List every line below containing "DAWASCO".
_ _ _
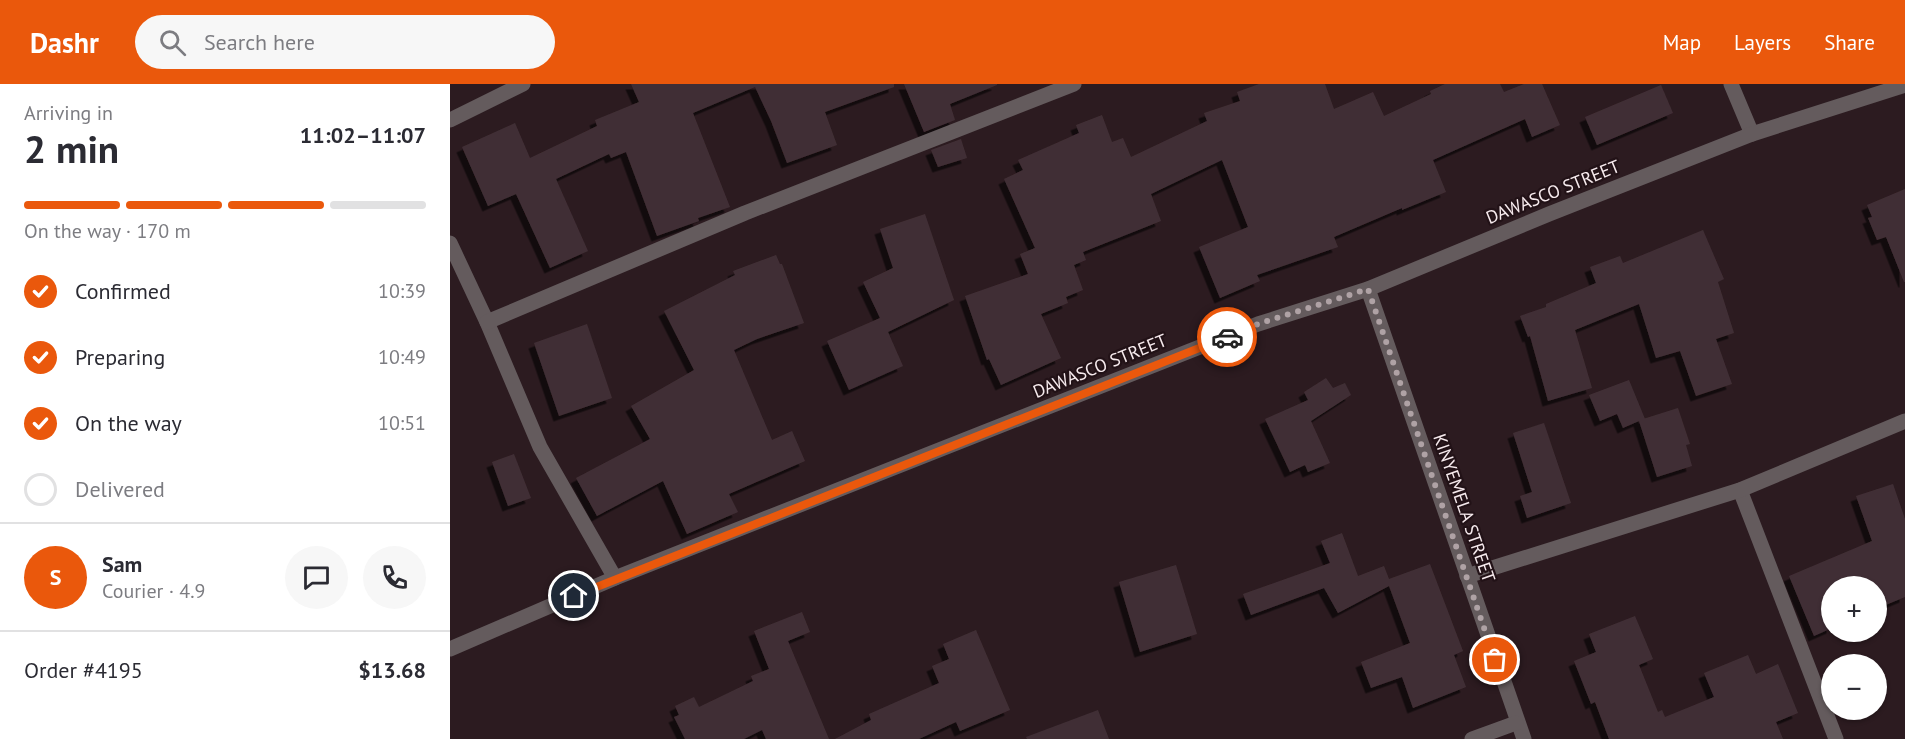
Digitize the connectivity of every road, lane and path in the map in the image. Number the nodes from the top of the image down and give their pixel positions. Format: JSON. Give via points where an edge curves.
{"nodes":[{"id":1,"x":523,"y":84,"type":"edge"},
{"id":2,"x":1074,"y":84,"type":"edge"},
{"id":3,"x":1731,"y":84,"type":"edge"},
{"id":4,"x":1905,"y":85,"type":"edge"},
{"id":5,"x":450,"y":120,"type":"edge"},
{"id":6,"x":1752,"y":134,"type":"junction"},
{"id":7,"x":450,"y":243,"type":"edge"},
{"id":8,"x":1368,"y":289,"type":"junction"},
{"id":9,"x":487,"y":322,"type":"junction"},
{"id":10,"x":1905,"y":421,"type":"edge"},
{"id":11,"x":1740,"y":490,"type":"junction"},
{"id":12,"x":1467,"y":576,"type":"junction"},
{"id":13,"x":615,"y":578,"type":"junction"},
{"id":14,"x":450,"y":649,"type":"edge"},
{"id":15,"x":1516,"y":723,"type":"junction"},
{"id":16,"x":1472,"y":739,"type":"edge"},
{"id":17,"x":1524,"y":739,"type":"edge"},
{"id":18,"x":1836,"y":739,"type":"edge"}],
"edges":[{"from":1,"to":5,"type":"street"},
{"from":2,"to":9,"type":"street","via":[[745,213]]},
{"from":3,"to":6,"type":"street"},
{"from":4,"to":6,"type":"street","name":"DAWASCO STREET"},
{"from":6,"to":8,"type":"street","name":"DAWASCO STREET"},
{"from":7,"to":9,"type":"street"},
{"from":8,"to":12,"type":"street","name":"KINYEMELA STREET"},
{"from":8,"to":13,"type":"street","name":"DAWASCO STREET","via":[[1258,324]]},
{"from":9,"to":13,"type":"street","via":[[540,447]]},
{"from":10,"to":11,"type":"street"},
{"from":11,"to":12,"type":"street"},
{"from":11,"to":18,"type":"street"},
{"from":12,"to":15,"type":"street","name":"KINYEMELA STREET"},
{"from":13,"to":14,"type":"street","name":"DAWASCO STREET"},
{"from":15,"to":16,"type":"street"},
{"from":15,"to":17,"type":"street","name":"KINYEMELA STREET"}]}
_ _ _
_Task response_
{"from":4,"to":6,"type":"street","name":"DAWASCO STREET"},
{"from":6,"to":8,"type":"street","name":"DAWASCO STREET"},
{"from":8,"to":13,"type":"street","name":"DAWASCO STREET","via":[[1258,324]]},
{"from":13,"to":14,"type":"street","name":"DAWASCO STREET"},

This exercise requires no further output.